## WHAT THE TASK REQUIRES
Copy the data below exactly. Any pictures in it should be omitted.

Dataset entries

═══

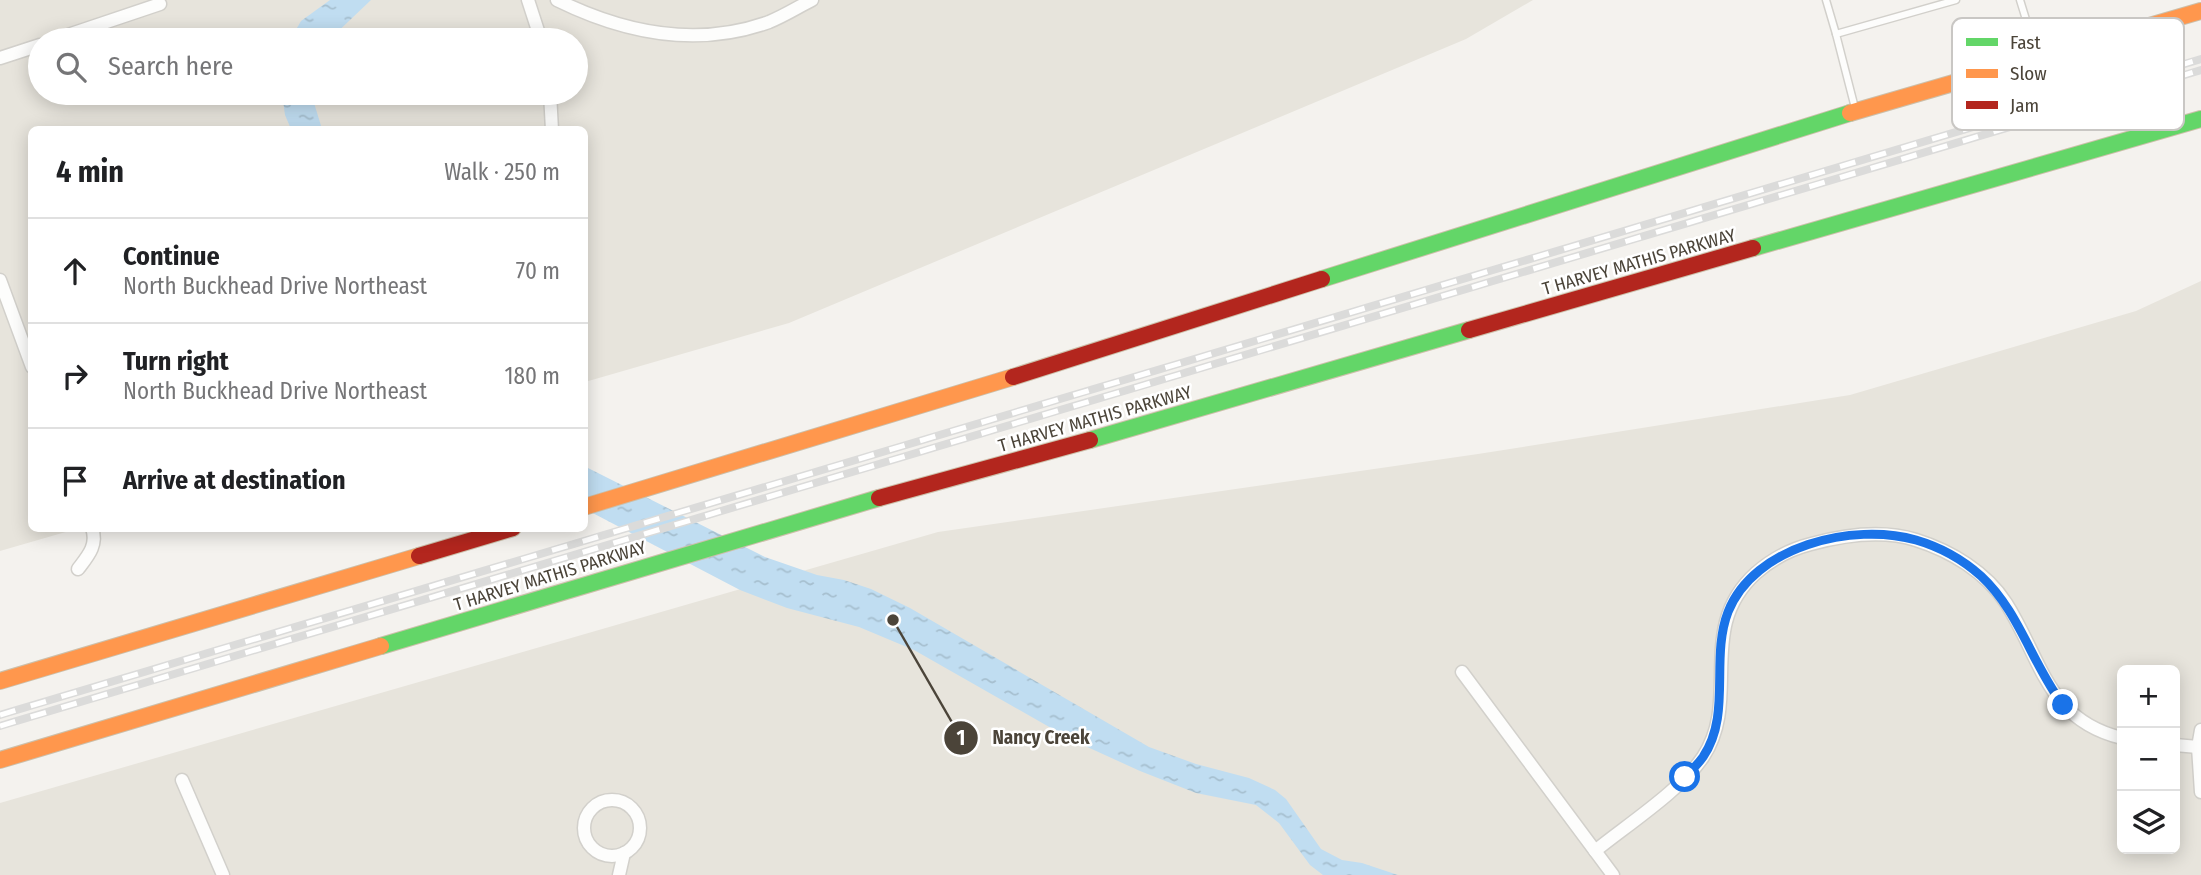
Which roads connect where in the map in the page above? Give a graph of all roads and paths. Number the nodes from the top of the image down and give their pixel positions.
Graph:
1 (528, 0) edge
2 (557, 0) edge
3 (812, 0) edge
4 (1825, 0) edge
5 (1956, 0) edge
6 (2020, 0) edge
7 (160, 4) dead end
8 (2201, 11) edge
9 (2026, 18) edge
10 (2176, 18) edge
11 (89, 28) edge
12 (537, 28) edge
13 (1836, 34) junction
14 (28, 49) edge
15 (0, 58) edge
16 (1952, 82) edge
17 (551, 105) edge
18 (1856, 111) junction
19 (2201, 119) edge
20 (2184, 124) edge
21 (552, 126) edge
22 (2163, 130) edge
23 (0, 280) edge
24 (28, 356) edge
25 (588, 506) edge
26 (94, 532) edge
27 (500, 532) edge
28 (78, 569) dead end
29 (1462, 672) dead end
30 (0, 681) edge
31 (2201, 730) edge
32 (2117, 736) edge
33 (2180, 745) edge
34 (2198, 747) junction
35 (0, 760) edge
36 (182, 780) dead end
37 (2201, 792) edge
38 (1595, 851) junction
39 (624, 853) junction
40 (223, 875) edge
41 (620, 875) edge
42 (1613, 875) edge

═══

## WORKED SOLUTION
Which roads connect where in the map in the page above? Give a graph of all roads and paths. Number the nodes from the top of the image down and give their pixel positions.
Graph:
1 (528, 0) edge
2 (557, 0) edge
3 (812, 0) edge
4 (1825, 0) edge
5 (1956, 0) edge
6 (2020, 0) edge
7 (160, 4) dead end
8 (2201, 11) edge
9 (2026, 18) edge
10 (2176, 18) edge
11 (89, 28) edge
12 (537, 28) edge
13 (1836, 34) junction
14 (28, 49) edge
15 (0, 58) edge
16 (1952, 82) edge
17 (551, 105) edge
18 (1856, 111) junction
19 (2201, 119) edge
20 (2184, 124) edge
21 (552, 126) edge
22 (2163, 130) edge
23 (0, 280) edge
24 (28, 356) edge
25 (588, 506) edge
26 (94, 532) edge
27 (500, 532) edge
28 (78, 569) dead end
29 (1462, 672) dead end
30 (0, 681) edge
31 (2201, 730) edge
32 (2117, 736) edge
33 (2180, 745) edge
34 (2198, 747) junction
35 (0, 760) edge
36 (182, 780) dead end
37 (2201, 792) edge
38 (1595, 851) junction
39 (624, 853) junction
40 (223, 875) edge
41 (620, 875) edge
42 (1613, 875) edge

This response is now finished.